Two factors in particular make it difficult to generalize from the IHDP to the U.S. population: All IHDP infants were born low-birth-weight and, although diverse, the demographic characteristics of IHDP families do not match closely to those of the general population. To address the low-birth-weight issue, we first present evidence showing that the developmental trajectories of the IQs of low-birth-weight children in the Early Childhood Longitudinal Study—Birth Cohort (ECLS-B) roughly parallel those of normal-birth-weight children. Then, we show that the IHDP sample includes a substantial number of children near the 2,500-gram low-birth-weight threshold and, most importantly, that IHDP program impacts are, if anything, increasing throughout the entire range of birth weights. This leads us to base our estimates only on the IHDP babies with birth weights above 2,000 grams, conventionally designated as high low-birth-weight (HLBW).

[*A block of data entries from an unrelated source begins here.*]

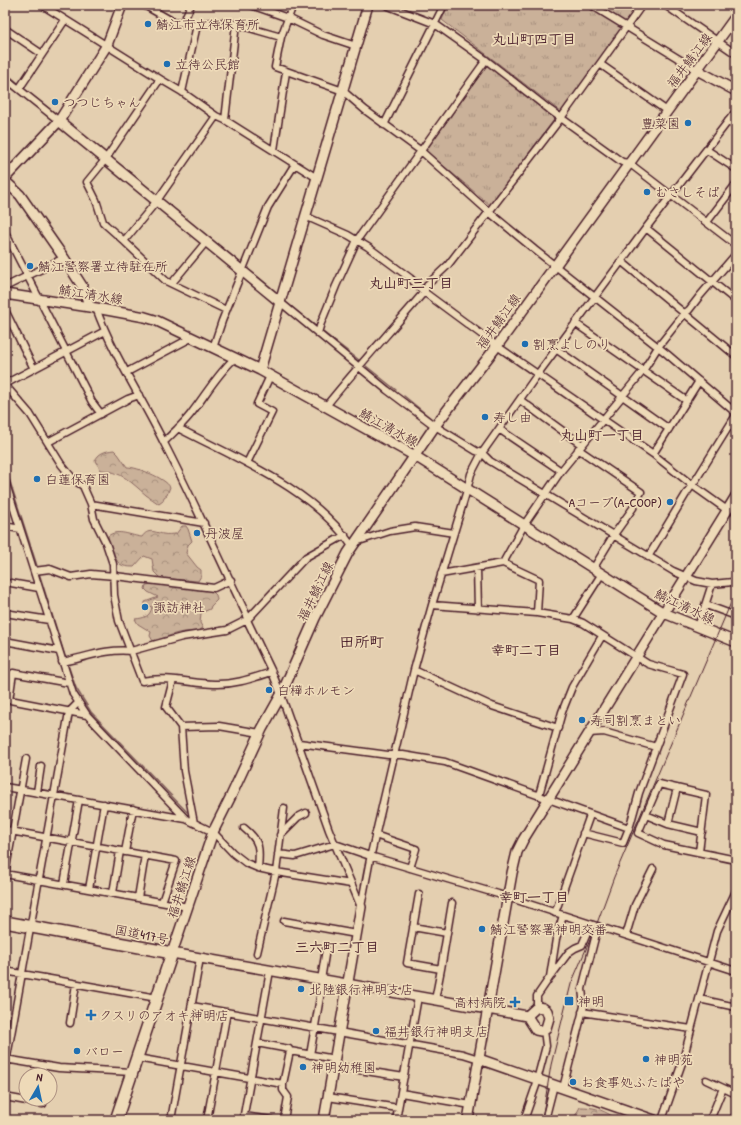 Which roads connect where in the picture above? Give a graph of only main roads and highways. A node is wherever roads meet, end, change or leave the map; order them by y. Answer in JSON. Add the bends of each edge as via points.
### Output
{"nodes":[{"id":1,"x":122,"y":5,"type":"edge"},
{"id":2,"x":368,"y":5,"type":"edge"},
{"id":3,"x":736,"y":16,"type":"edge"},
{"id":4,"x":697,"y":70,"type":"junction"},
{"id":5,"x":736,"y":91,"type":"edge"},
{"id":6,"x":59,"y":121,"type":"junction"},
{"id":7,"x":5,"y":180,"type":"edge"},
{"id":8,"x":5,"y":294,"type":"edge"},
{"id":9,"x":280,"y":302,"type":"junction"},
{"id":10,"x":93,"y":307,"type":"junction"},
{"id":11,"x":260,"y":370,"type":"junction"},
{"id":12,"x":415,"y":456,"type":"junction"},
{"id":13,"x":736,"y":496,"type":"edge"},
{"id":14,"x":664,"y":613,"type":"junction"},
{"id":15,"x":736,"y":642,"type":"edge"},
{"id":16,"x":361,"y":907,"type":"road end"},
{"id":17,"x":5,"y":922,"type":"edge"},
{"id":18,"x":172,"y":953,"type":"junction"},
{"id":19,"x":348,"y":984,"type":"junction"},
{"id":20,"x":488,"y":1009,"type":"junction"},
{"id":21,"x":527,"y":1016,"type":"junction"},
{"id":22,"x":479,"y":1059,"type":"junction"},
{"id":23,"x":116,"y":1120,"type":"edge"},
{"id":24,"x":324,"y":1120,"type":"edge"},
{"id":25,"x":468,"y":1120,"type":"edge"},
{"id":26,"x":654,"y":1120,"type":"edge"}],
"edges":[{"from":1,"to":6,"type":"main road","via":[[107,45]]},
{"from":2,"to":9,"type":"main road"},
{"from":3,"to":4,"type":"main road","name":"福井鯖江線"},
{"from":4,"to":5,"type":"main road"},
{"from":4,"to":12,"type":"main road","name":"福井鯖江線"},
{"from":6,"to":7,"type":"main road"},
{"from":6,"to":9,"type":"main road"},
{"from":7,"to":10,"type":"main road","via":[[20,195],[64,258]]},
{"from":8,"to":10,"type":"main road","name":"鯖江清水線"},
{"from":9,"to":11,"type":"main road"},
{"from":10,"to":11,"type":"main road","name":"鯖江清水線","via":[[155,320]]},
{"from":11,"to":12,"type":"main road","name":"鯖江清水線"},
{"from":12,"to":14,"type":"main road","name":"鯖江清水線"},
{"from":12,"to":18,"type":"main road","name":"福井鯖江線","via":[[353,544],[327,593],[281,695],[213,832]]},
{"from":13,"to":14,"type":"main road"},
{"from":14,"to":15,"type":"main road","name":"鯖江清水線"},
{"from":14,"to":20,"type":"main road","via":[[517,852]]},
{"from":16,"to":19,"type":"main road"},
{"from":17,"to":18,"type":"highway","name":"国道417号"},
{"from":18,"to":19,"type":"main road"},
{"from":18,"to":23,"type":"highway","name":"国道417号"},
{"from":19,"to":20,"type":"main road"},
{"from":19,"to":24,"type":"main road"},
{"from":20,"to":21,"type":"main road"},
{"from":20,"to":22,"type":"main road"},
{"from":21,"to":21,"type":"main road","via":[[537,1008],[543,1008],[549,1015],[546,1028],[535,1029]]},
{"from":22,"to":25,"type":"main road"},
{"from":22,"to":26,"type":"main road"}]}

To correct for demographic misalignment, we develop and apply a set of ratio estimating weights to the IHDP sample based on ECLS-B joint distributions of race / ethnicity, income, maternal education and marital status. The procedures for obtaining estimates are as follows. Define D as an indicator that a child’s family income is below 180 percent of the poverty threshold.⁵ Define T as a treatment indicator. If we could assign treatment at random in the nationally representative ECLS population, we would estimate:

$$Y_{\mathrm{E}}=a_0-a_{1}D+a_{2}T+a_{3}D\ast T+e$$ (1)

where Y_E is IQ or achievement measured in the ECLS-B at various ages during or after the end of the hypothetical program. The “E” subscript denotes an ECLS-B-based estimate. A minus sign precedes the expected negative coefficient on D (a₁) so that the sign on the outcome gap between groups is positive. As shown in Table 1, a₁ measures the gap between average outcome levels for children from higher-income families compared to those from low-income families in the absence of treatment. The effect of universal (offered to the entire population of one-to three-year olds) and targeted (offered only to one-to three-year-old children with family income below 180 percent of the poverty line) programs on outcomes and on the income-based gap could be estimated as described in Table 1. However, T=0 in the ECLS-B’s national sample, so we cannot identify the portion of the gap closed by a program (C_a). We can only estimate a₁, the observed “raw” gap absent treatment.

Table 1.

Construction of hypothetical gap closing estimates from the ECLS-B

	No program (T=0)	Universal (T=1)	Targeted (T=D)
Predicted outcome among higher income (D=0)	a0	a0 + a2	a 0
Predicted outcome among low income (D=1)	a0 − a1	a0 − a1 + a2 + a3	a0 − a1 + a2 + a3
Predicted gap	a1	a1 − a3	a1 − a2 − a3
Portion of gap closed (Ca)		a3 / a1	(a2 + a3) / a1

To estimate C, we use the weighted IHDP HLBW sample to generate estimates of b₁, b₂, and b₃ from:

$$Y_{\mathrm{I}}=b_0-b_{1}D+b_{2}T+b_{3}D\ast T+(\text{Site}\text{Dummies})+u$$ (2)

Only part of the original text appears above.